90 seconds is more like an eternity. A moment is not that long. A moment can be captured in a photograph. If it were 90 seconds long, you'd need a movie.
posted by beagle at 7:40 AM on August 5, 2008


Best answer: It is apparently a definition from medieval time: see here, one moment is equal to 1.5 minutes. Makes sense. I was really into medieval stuff as a kid.
posted by whiskeyspider at 7:45 AM on August 5, 2008 [1 favorite]


People also use "moment" to mean "a short period of time fraught with significance," as in, "She and I had a moment."
posted by grumblebee at 8:13 AM on August 5, 2008


Ah, interesting, whiskeyspider. That got me to check the OED, where the second major definition of "moment, n." is "a definite unit of time", which covers a few different intervals:
a. In medieval reckoning: the tenth part of a ‘point’ (POINT n.1 2c), i.e. the fortieth or the fiftieth part of an hour. Cf. MOMENTUM n. 1. Now hist.

b. In rabbinical reckoning (based on the lunar month): of an hour (3 seconds). Obs. rare.

c. A second. In later use only in moment-hand n. at Compounds. Obs.

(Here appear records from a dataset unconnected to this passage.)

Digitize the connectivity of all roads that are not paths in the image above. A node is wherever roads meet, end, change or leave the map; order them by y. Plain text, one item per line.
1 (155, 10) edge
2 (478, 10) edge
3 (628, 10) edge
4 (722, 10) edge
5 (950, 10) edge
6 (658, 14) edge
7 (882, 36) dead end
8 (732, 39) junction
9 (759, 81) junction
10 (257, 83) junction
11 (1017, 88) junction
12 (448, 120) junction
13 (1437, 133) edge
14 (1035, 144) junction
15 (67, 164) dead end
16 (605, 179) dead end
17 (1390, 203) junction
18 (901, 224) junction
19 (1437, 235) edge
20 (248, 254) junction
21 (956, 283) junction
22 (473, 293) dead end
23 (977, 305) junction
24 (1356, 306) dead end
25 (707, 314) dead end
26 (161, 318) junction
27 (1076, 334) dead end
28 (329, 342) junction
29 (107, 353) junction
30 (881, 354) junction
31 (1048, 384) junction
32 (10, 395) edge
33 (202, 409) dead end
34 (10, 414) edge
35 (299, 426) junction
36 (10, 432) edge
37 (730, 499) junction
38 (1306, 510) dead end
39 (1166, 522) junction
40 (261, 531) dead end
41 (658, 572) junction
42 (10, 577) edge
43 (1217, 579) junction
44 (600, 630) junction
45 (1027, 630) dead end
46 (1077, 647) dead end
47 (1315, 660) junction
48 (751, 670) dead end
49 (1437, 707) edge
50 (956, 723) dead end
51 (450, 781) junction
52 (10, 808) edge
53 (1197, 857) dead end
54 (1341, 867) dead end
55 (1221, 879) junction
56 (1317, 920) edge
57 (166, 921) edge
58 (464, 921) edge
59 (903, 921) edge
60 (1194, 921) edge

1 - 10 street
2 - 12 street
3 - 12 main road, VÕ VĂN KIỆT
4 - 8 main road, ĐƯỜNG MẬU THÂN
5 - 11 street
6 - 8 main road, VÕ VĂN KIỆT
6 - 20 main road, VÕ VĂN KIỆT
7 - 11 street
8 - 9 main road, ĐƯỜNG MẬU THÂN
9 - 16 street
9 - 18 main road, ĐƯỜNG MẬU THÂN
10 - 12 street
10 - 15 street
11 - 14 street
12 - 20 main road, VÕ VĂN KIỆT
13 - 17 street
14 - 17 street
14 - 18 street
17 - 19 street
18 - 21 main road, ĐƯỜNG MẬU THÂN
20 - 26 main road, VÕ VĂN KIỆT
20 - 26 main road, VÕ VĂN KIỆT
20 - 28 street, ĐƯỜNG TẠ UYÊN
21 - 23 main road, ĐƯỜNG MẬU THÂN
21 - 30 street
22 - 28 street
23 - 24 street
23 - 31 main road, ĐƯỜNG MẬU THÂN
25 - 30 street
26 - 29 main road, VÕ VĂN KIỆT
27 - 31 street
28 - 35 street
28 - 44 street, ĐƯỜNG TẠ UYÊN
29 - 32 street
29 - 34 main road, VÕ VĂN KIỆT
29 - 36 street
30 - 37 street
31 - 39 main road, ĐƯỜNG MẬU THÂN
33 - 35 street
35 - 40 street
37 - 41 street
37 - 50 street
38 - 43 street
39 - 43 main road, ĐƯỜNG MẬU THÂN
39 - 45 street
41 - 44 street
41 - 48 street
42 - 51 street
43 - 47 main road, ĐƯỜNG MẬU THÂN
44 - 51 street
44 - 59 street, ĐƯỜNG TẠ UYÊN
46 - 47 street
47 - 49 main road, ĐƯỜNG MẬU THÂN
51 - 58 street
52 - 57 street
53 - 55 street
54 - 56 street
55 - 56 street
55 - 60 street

d. Geol. A period of geological time corresponding to a stratigraphical zone (as defined by its fossil content).
So: ninety seconds, 3 seconds, 1 second, and something on a geological timescale; and all but the last of those is cited as between 200 and 700 years old. The most recent cite for (a) is the year 1621, which undercuts somewhat the idea that that's what "a moment" means anything but a bar-bet or historical lexicography sense; and the whole section on moment-as-discrete-measure-of-time makes up all of one thirtieth of the whole entry on "moment".
posted by cortex at 8:23 AM on August 5, 2008


Best answer: OK - well on the 90s seconds theory = from this discussion: "This seems to be a medieval use of the word. The Oxford English Dictionary quotes from John of Trevisa (1398): “A day [contains] foure quadrantes. And a quadrant conteynyth syxe houres. And an houre foure poyntes. And a poynt .x. momentes. And a moment twelue vnces. And an vnce seuen and fourty attomos. “

More details on John of Trevisa.
posted by rongorongo at 8:44 AM on August 5, 2008 [1 favorite]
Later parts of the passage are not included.